Sec. 5.2  Definitions.

* * * * *
    (j) The terms construction, prosecution, completion, or repair mean 
the following:
    (1) All types of work done on a particular building or work at the 
site thereof, including work at a facility which is deemed a part of 
the site of the work within the meaning of (paragraph (l) of this 
section by laborers and mechanics employed by a construction contractor 
or construction subcontractor (or, under the United States Housing Act 
of 1937; the Housing Act of 1949; and the Native American Housing 
Assistance and Self-Determination Act of 1996, all work done in the 
construction or development of the project), including without 
limitation--
    (i) Altering, remodeling, installation (where appropriate) on the 
site of the work of items fabricated off-site;
    (ii) Painting and decorating;
    (iii) Manufacturing or furnishing of materials, articles, supplies 
or equipment on the site of the building or work (or, under the United 
States Housing Act of 1937; the Housing Act of 1949; and the Native 
American Housing Assistance and Self-Determination Act of 1996 in the 
construction or development of the project);
    (iv)(A) Transportation between the site of the work within the 
meaning of paragraph (l)(1) of this section and a facility which is 
dedicated to the construction of the building or work and deemed a part 
of the site of the work within the meaning of paragraph (l)(2) of this 
section; and
    (B) Transportation of portion(s) of the building or work between a 
site where a significant portion of such building or work is 
constructed, which is a part of the site of the work within the meaning 
of paragraph (l)(1) of this section, and the physical place or places 
where the building or work will remain.
    (2) Except for laborers and mechanics employed in the construction 
or development of the project under the United States Housing Act of 
1937; the Housing Act of 1949; and the Native American Housing 
Assistance and Self-Determination Act of 1996, and except as provided 
in paragraph (j)(1)(iv)(A) of this section, the transportation of 
materials or supplies to or from the site of the work by employees of 
the construction contractor or a construction subcontractor is not 
``construction, prosecution, completion, or repair'' (see Building and 
Construction Trades Department, AFL-CIO v. United States Department of 
Labor Wage Appeals Board (Midway Excavators, Inc.), 932 F.2d 985 (D.C. 
Cir. 1991)).
* * * * *
    (l) The term site of the work is defined as follows:
    (1) The site of the work is the physical place or places where the 
building or work called for in the contract will remain; and any other 
site where a significant portion of the building or work is 
constructed, provided that such site is established specifically for 
the performance of the contract or project;
    (2) Except as provided in paragraph (l)(3) of this section, job 
headquarters, tool yards, batch plants, borrow pits, etc., are part of 
the site of the work, provided they are dedicated exclusively, or 
nearly so, to performance of the contract or project, and provided they 
are adjacent or virtually adjacent to the site of the work as defined 
in paragraph (l)(1) of this section;
    (3) Not included in the site of the work are permanent home 
offices, branch plant establishments, fabrication plants, tool yards, 
etc., of a contractor or subcontractor whose location and continuance 
in operation are determined wholly without regard to a particular 
Federal or federally assisted contract or project. In addition, 
fabrication plants, batch plants, borrow pits, job headquarters, tool 
yards, etc., of a commercial or material supplier, which are 
established by a supplier of materials for the project before opening 
of bids and not on the site of the work as stated in paragraph (l)(1) 

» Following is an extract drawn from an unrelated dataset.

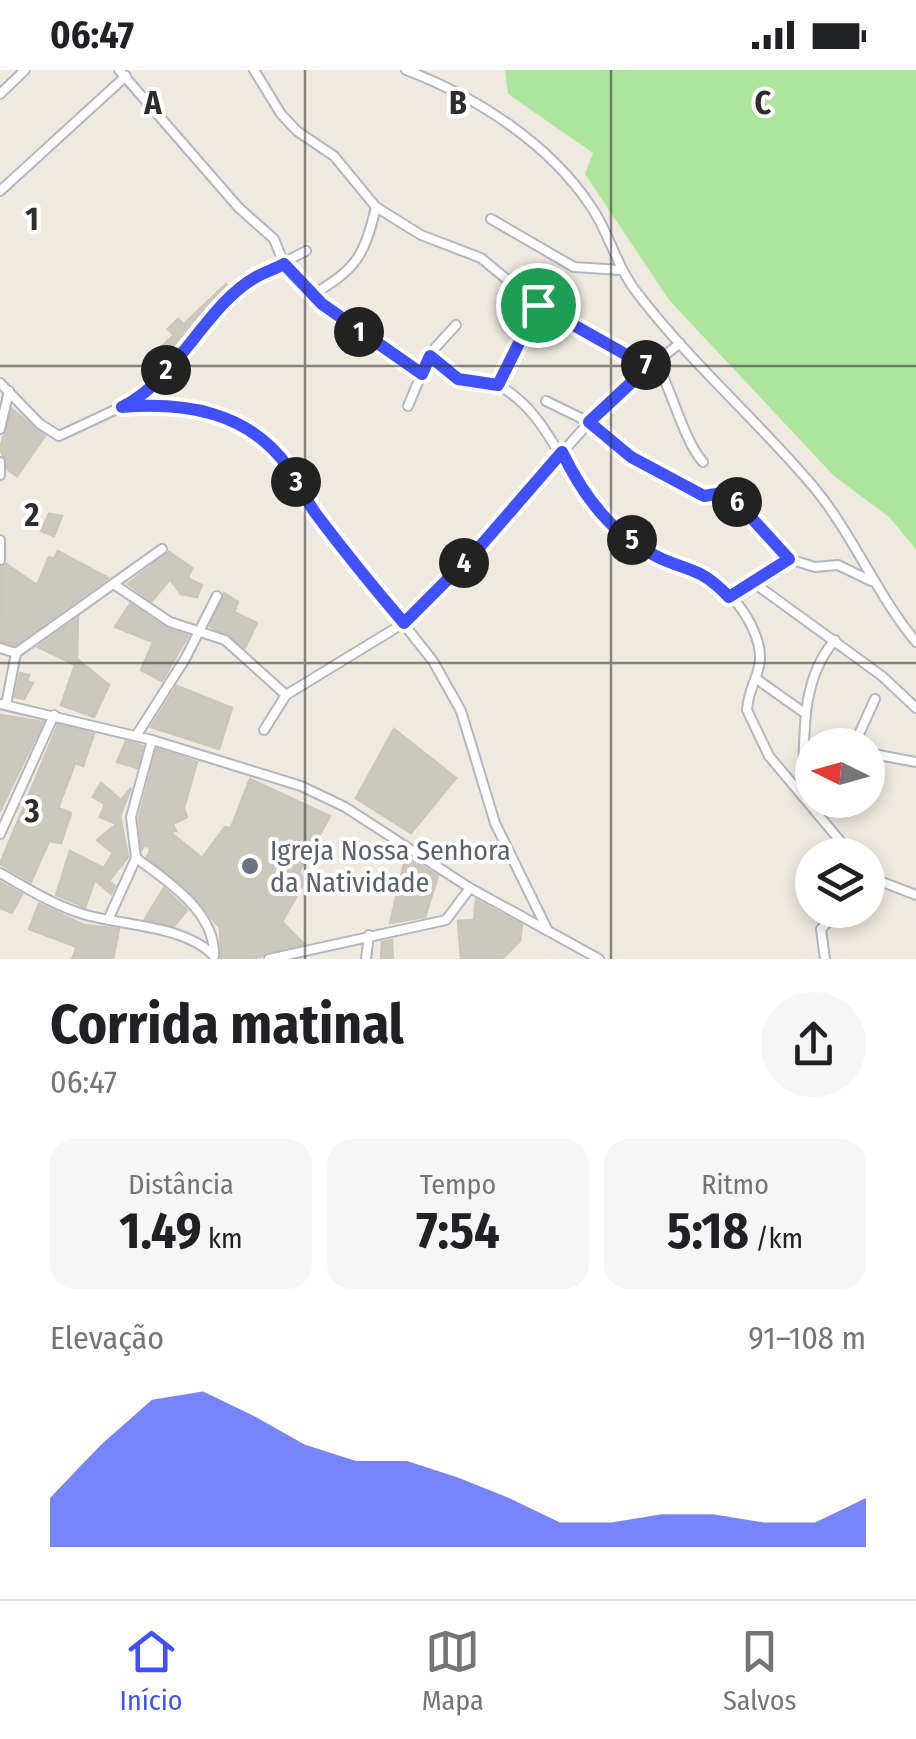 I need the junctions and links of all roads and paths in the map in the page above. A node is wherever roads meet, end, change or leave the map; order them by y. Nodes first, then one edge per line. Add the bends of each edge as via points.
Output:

of this section, are not included in the site of the work. Such 
permanent, previously established facilities are not part of the site 
of the work, even where the operations for a period of time may be 
dedicated exclusively, or nearly so, to the performance of a contract.
* * * * *

    Signed in Washington, DC, on this 14th day of December, 2000.
 T. Michael Kerr,
Administrator, Wage and Hour Division.